Sterols and oxysterols were analysed by LC-ESI-MSⁿ using a charge-tagging approach (enzyme-assisted derivatisation for sterol analysis, EADSA) described fully in [32,33] and in supplementary information. In brief, non-polar sterols including cholesterol, 7-DHC and 8-DHC were separated from more-polar oxysterols by reversed-phase solid phase extraction (RP-SPE). The separated fractions were individually treated with cholesterol oxidase to convert 3β-hydroxy-5-ene and 3β-hydroxy-5,7(or 8)-diene to their 3-oxo-4-ene and 3-oxo-4,7(or 8)–diene equivalents, then derivatised with Girard P (GP) reagent (Supplementary Figure S1A) to add a charged quaternary nitrogen group to the analytes which greatly improve their LC-ESI-MS and MSⁿ response.

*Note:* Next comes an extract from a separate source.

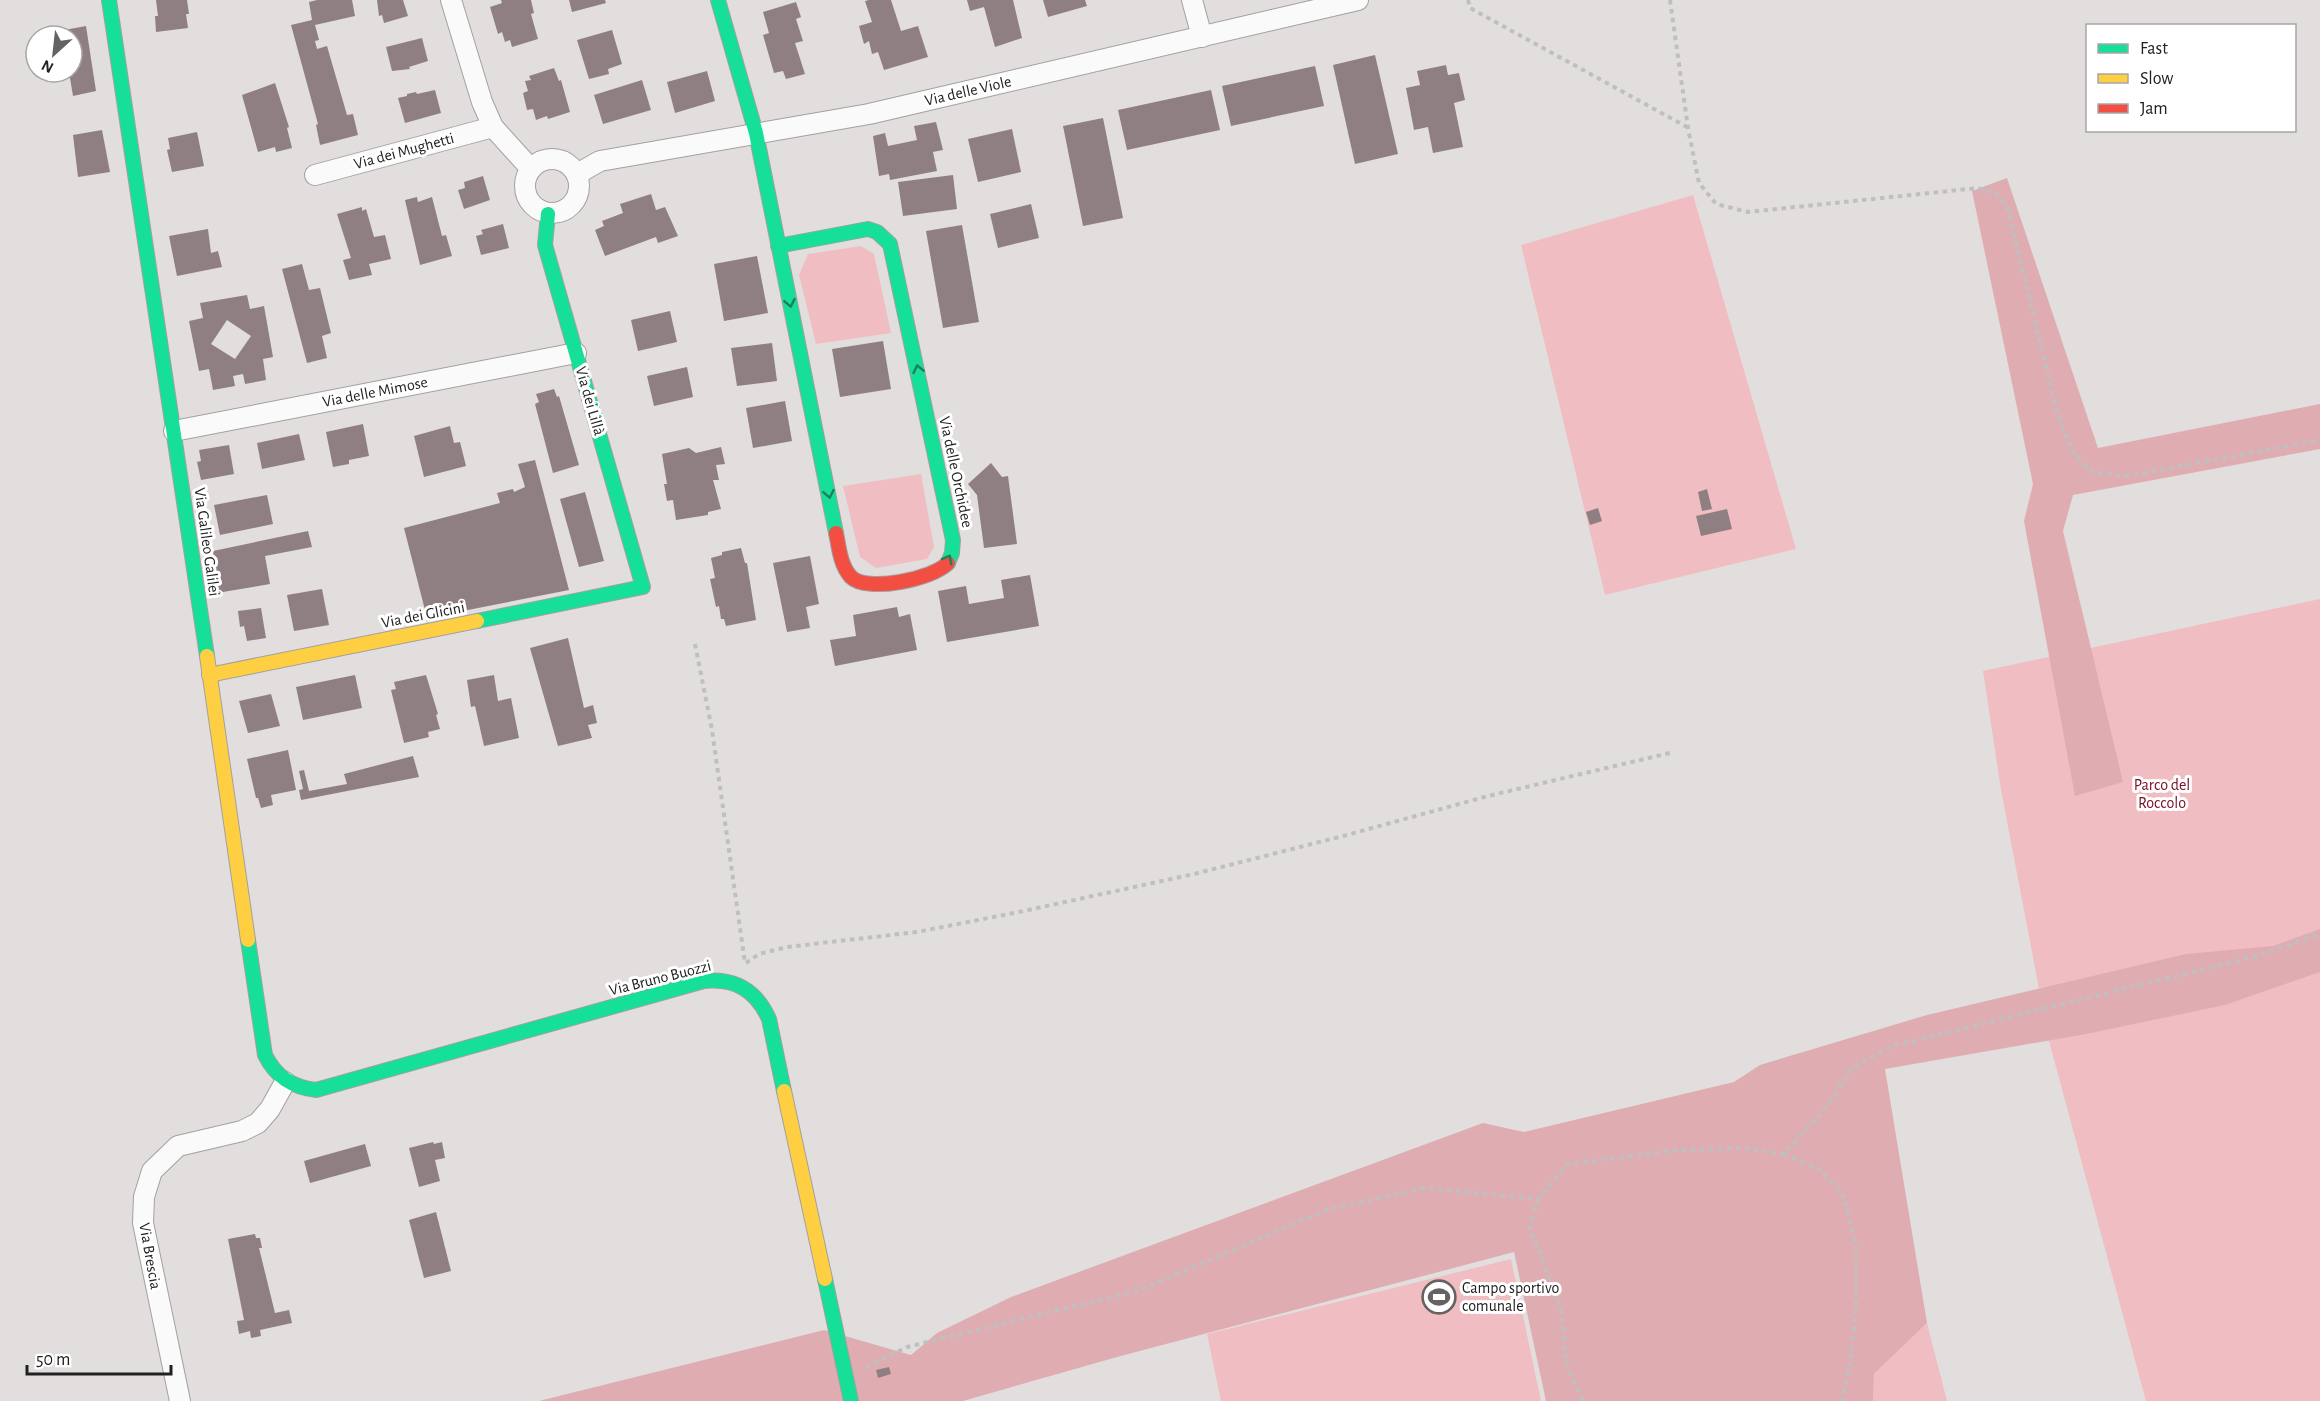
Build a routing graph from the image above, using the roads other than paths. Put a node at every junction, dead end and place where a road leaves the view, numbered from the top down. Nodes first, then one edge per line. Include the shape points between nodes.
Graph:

When fragmented by MS² GP-tagged analytes give an intense [M-Py]⁺ ion, corresponding to the loss of the pyridine (Py) ring (Figure S1B), which can be fragmented further by MS³ to give a structurally informative pattern (Figure S1C–J). Some sterols and oxysterols naturally contain an oxo group and can be differentiated from those oxidised to contain one by omitting the cholesterol oxidase enzyme from the sample work-up procedure [32]. No hydrolysis step was carried out so free sterols and oxysterols were exclusively analysed.